Recorded data:
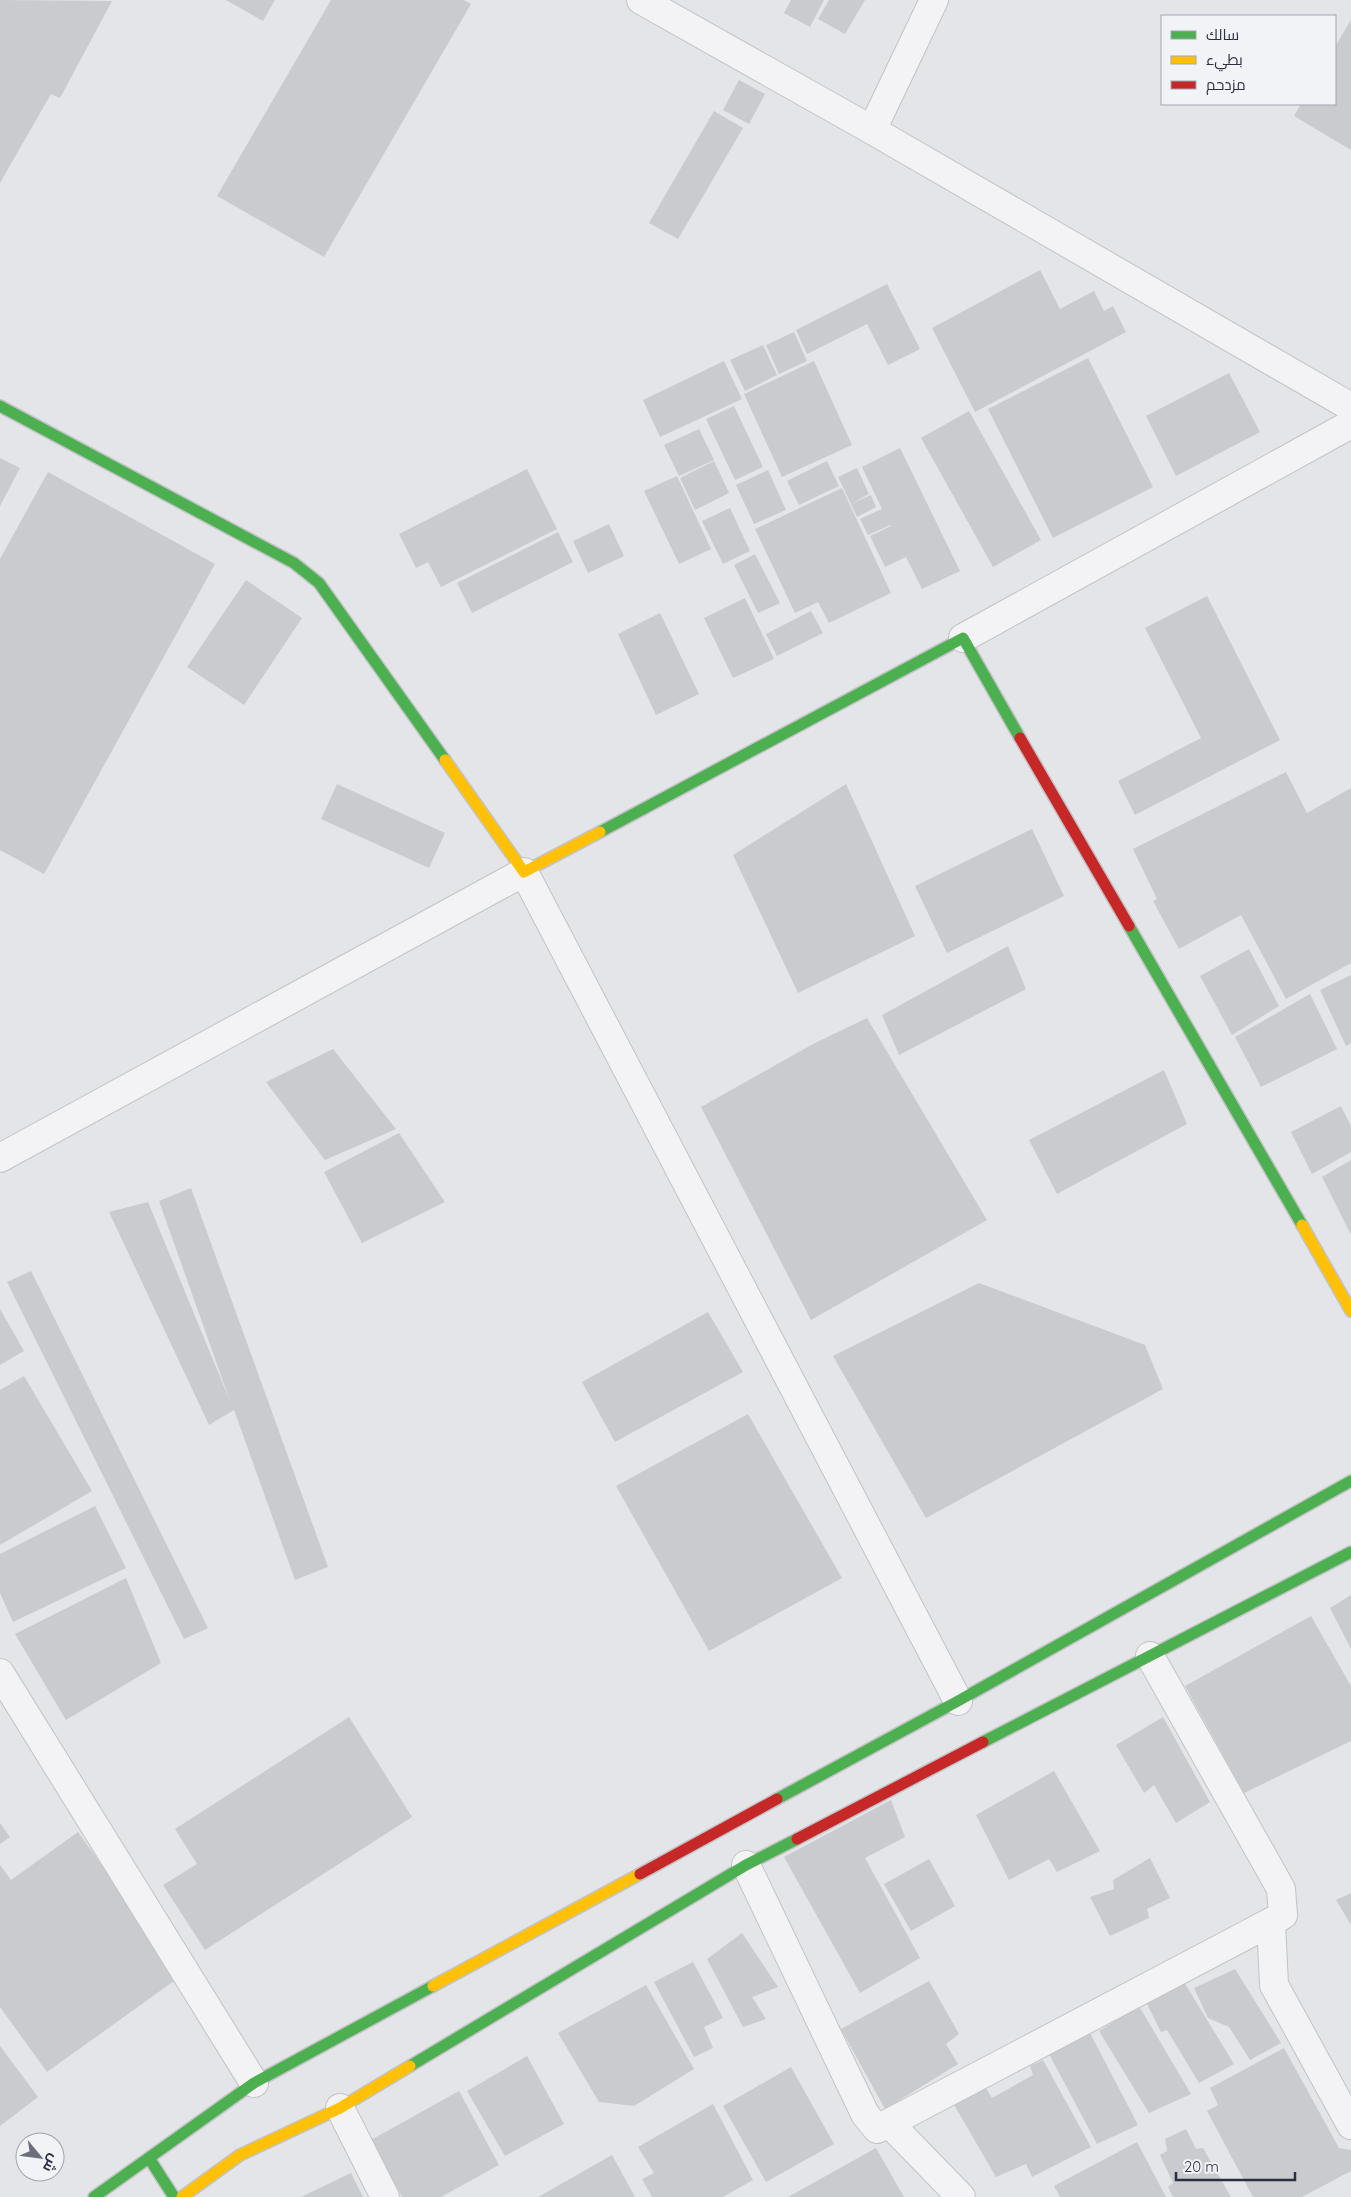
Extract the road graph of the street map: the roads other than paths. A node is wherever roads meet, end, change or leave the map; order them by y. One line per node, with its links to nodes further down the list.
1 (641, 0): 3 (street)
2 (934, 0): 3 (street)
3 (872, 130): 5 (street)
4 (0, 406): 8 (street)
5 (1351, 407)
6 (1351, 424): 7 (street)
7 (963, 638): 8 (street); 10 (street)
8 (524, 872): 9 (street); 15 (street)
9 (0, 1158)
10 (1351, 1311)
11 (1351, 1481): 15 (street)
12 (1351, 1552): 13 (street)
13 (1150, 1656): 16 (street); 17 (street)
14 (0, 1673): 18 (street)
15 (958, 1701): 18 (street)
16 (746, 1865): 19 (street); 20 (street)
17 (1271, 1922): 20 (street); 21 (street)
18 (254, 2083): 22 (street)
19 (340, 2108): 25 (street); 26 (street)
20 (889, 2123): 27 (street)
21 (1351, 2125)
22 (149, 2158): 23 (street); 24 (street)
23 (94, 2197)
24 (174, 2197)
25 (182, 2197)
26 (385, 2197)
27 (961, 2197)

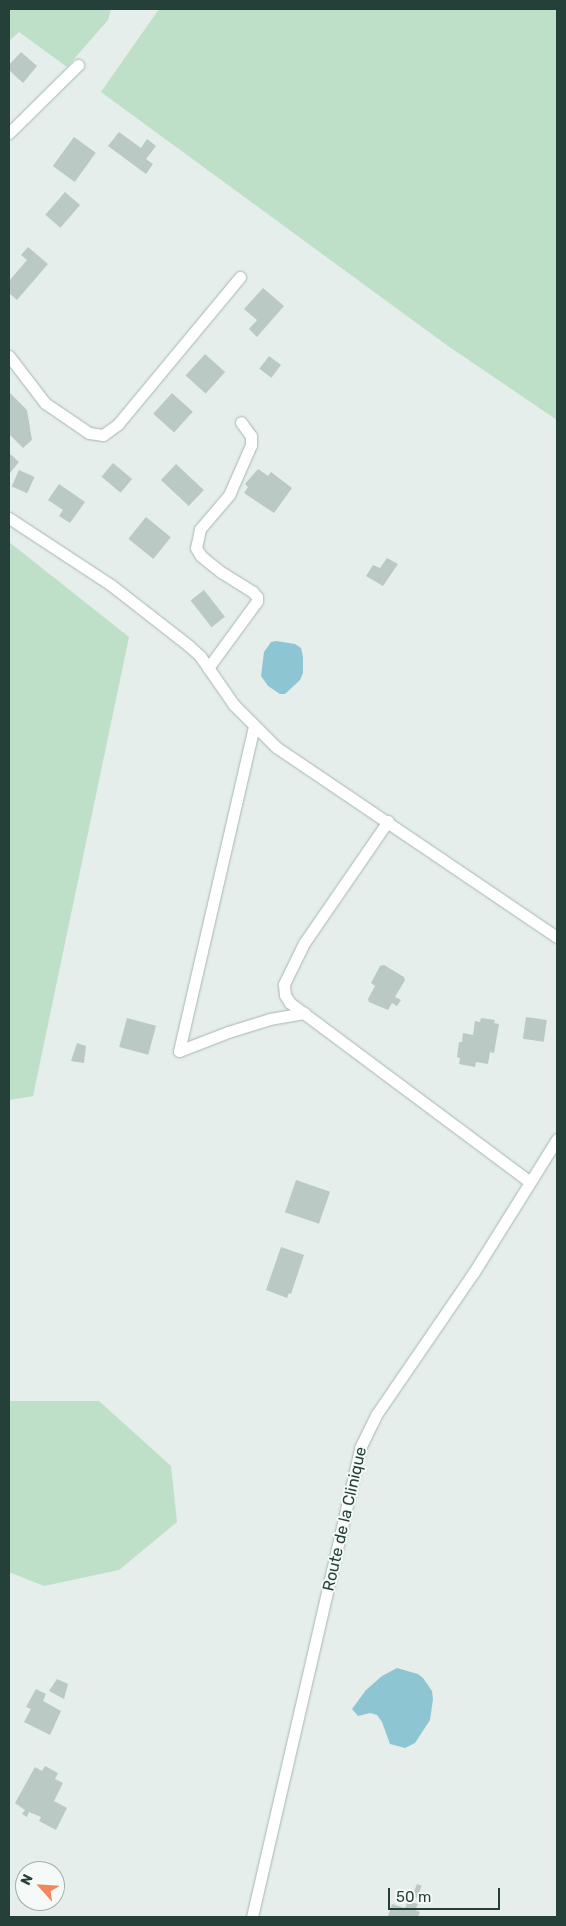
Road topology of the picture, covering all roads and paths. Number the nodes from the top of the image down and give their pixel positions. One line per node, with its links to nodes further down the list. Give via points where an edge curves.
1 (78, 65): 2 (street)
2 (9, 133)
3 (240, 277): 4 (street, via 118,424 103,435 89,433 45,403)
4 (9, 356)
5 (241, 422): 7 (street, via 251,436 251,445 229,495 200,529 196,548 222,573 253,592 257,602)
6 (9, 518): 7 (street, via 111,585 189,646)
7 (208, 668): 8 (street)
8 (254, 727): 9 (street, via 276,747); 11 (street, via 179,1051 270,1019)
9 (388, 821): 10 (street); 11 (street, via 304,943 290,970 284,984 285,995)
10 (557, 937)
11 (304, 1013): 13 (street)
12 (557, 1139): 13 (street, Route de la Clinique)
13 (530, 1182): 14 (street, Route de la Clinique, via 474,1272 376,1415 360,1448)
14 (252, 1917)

Action item: The data needs to be reproduced exactly, please, apart from its pictures.

Task output:
Extract the road graph of the street map: the roads other than paths. A node is wherever roads meet, end, change or leave the map; order them by y. One line per node, with its links to nodes further down the list.
1 (641, 0): 3 (street)
2 (934, 0): 3 (street)
3 (872, 130): 5 (street)
4 (0, 406): 8 (street)
5 (1351, 407)
6 (1351, 424): 7 (street)
7 (963, 638): 8 (street); 10 (street)
8 (524, 872): 9 (street); 15 (street)
9 (0, 1158)
10 (1351, 1311)
11 (1351, 1481): 15 (street)
12 (1351, 1552): 13 (street)
13 (1150, 1656): 16 (street); 17 (street)
14 (0, 1673): 18 (street)
15 (958, 1701): 18 (street)
16 (746, 1865): 19 (street); 20 (street)
17 (1271, 1922): 20 (street); 21 (street)
18 (254, 2083): 22 (street)
19 (340, 2108): 25 (street); 26 (street)
20 (889, 2123): 27 (street)
21 (1351, 2125)
22 (149, 2158): 23 (street); 24 (street)
23 (94, 2197)
24 (174, 2197)
25 (182, 2197)
26 (385, 2197)
27 (961, 2197)

Road topology of the picture, covering all roads and paths. Number the nodes from the top of the image down and give their pixel positions. One line per node, with its links to nodes further down the list. Give via points where an edge curves.
1 (78, 65): 2 (street)
2 (9, 133)
3 (240, 277): 4 (street, via 118,424 103,435 89,433 45,403)
4 (9, 356)
5 (241, 422): 7 (street, via 251,436 251,445 229,495 200,529 196,548 222,573 253,592 257,602)
6 (9, 518): 7 (street, via 111,585 189,646)
7 (208, 668): 8 (street)
8 (254, 727): 9 (street, via 276,747); 11 (street, via 179,1051 270,1019)
9 (388, 821): 10 (street); 11 (street, via 304,943 290,970 284,984 285,995)
10 (557, 937)
11 (304, 1013): 13 (street)
12 (557, 1139): 13 (street, Route de la Clinique)
13 (530, 1182): 14 (street, Route de la Clinique, via 474,1272 376,1415 360,1448)
14 (252, 1917)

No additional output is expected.